(Beginning of Data in this exercise)

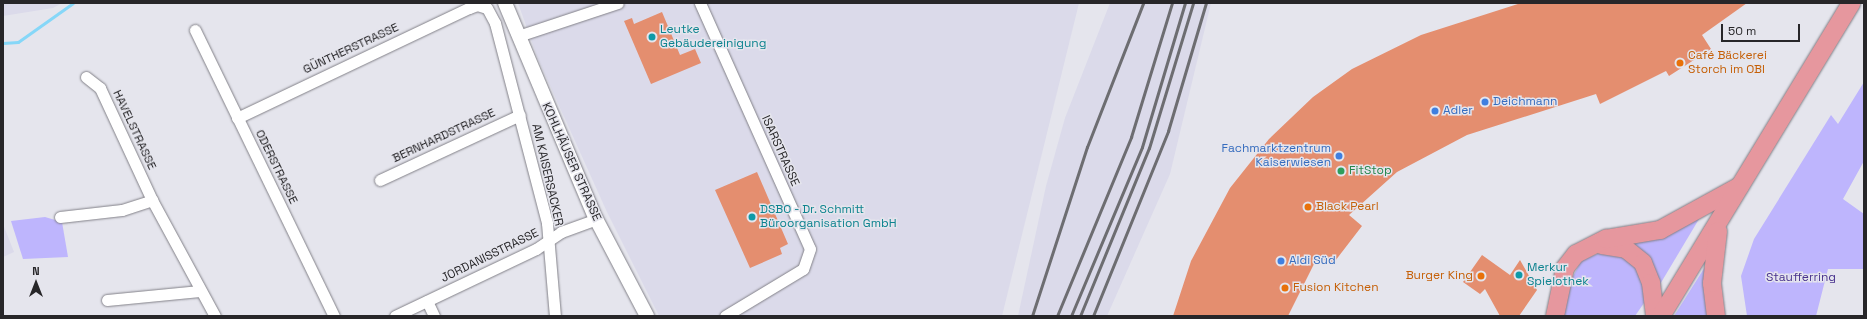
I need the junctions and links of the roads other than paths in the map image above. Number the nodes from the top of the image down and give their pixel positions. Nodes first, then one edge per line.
1 (505, 3) edge
2 (618, 3) edge
3 (700, 3) edge
4 (1851, 3) edge
5 (477, 5) joint
6 (195, 30) dead end
7 (518, 36) junction
8 (86, 77) dead end
9 (520, 115) junction
10 (237, 118) junction
11 (380, 180) dead end
12 (1740, 186) junction
13 (152, 200) junction
14 (60, 217) dead end
15 (596, 219) junction
16 (1721, 220) junction
17 (548, 242) junction
18 (1587, 247) junction
19 (200, 291) junction
20 (107, 300) dead end
21 (427, 301) junction
22 (216, 316) edge
23 (334, 316) edge
24 (395, 316) edge
25 (434, 316) edge
26 (555, 316) edge
27 (647, 316) edge
28 (725, 316) edge
29 (1555, 316) edge
30 (1655, 316) edge
31 (1661, 316) edge
32 (1716, 316) edge

1 - 7 street, KOHLHÄUSER STRASSE
2 - 7 street
3 - 28 street, ISARSTRASSE
4 - 12 highway
5 - 9 street, AM KAISERSACKER
5 - 10 street, GÜNTHERSTRASSE
6 - 10 street, ODERSTRASSE
7 - 15 street, KOHLHÄUSER STRASSE
8 - 13 street, HAVELSTRASSE
9 - 11 street, BERNHARDSTRASSE
9 - 17 street, AM KAISERSACKER
10 - 23 street, ODERSTRASSE
12 - 16 highway
12 - 18 highway
13 - 14 street
13 - 19 street, HAVELSTRASSE
15 - 17 street, JORDANISSTRASSE
15 - 27 street, KOHLHÄUSER STRASSE
16 - 31 highway
16 - 32 highway
17 - 21 street, JORDANISSTRASSE
17 - 26 street, AM KAISERSACKER
18 - 29 highway
18 - 30 highway
19 - 20 street
19 - 22 street, HAVELSTRASSE
21 - 24 street, JORDANISSTRASSE
21 - 25 street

(End of Data in this exercise)

• _Problem details_: Write out the data above precisely. Pictures stay out.

• _Exercise response_:
I need the junctions and links of the roads other than paths in the map image above. Number the nodes from the top of the image down and give their pixel positions. Nodes first, then one edge per line.
1 (505, 3) edge
2 (618, 3) edge
3 (700, 3) edge
4 (1851, 3) edge
5 (477, 5) joint
6 (195, 30) dead end
7 (518, 36) junction
8 (86, 77) dead end
9 (520, 115) junction
10 (237, 118) junction
11 (380, 180) dead end
12 (1740, 186) junction
13 (152, 200) junction
14 (60, 217) dead end
15 (596, 219) junction
16 (1721, 220) junction
17 (548, 242) junction
18 (1587, 247) junction
19 (200, 291) junction
20 (107, 300) dead end
21 (427, 301) junction
22 (216, 316) edge
23 (334, 316) edge
24 (395, 316) edge
25 (434, 316) edge
26 (555, 316) edge
27 (647, 316) edge
28 (725, 316) edge
29 (1555, 316) edge
30 (1655, 316) edge
31 (1661, 316) edge
32 (1716, 316) edge

1 - 7 street, KOHLHÄUSER STRASSE
2 - 7 street
3 - 28 street, ISARSTRASSE
4 - 12 highway
5 - 9 street, AM KAISERSACKER
5 - 10 street, GÜNTHERSTRASSE
6 - 10 street, ODERSTRASSE
7 - 15 street, KOHLHÄUSER STRASSE
8 - 13 street, HAVELSTRASSE
9 - 11 street, BERNHARDSTRASSE
9 - 17 street, AM KAISERSACKER
10 - 23 street, ODERSTRASSE
12 - 16 highway
12 - 18 highway
13 - 14 street
13 - 19 street, HAVELSTRASSE
15 - 17 street, JORDANISSTRASSE
15 - 27 street, KOHLHÄUSER STRASSE
16 - 31 highway
16 - 32 highway
17 - 21 street, JORDANISSTRASSE
17 - 26 street, AM KAISERSACKER
18 - 29 highway
18 - 30 highway
19 - 20 street
19 - 22 street, HAVELSTRASSE
21 - 24 street, JORDANISSTRASSE
21 - 25 street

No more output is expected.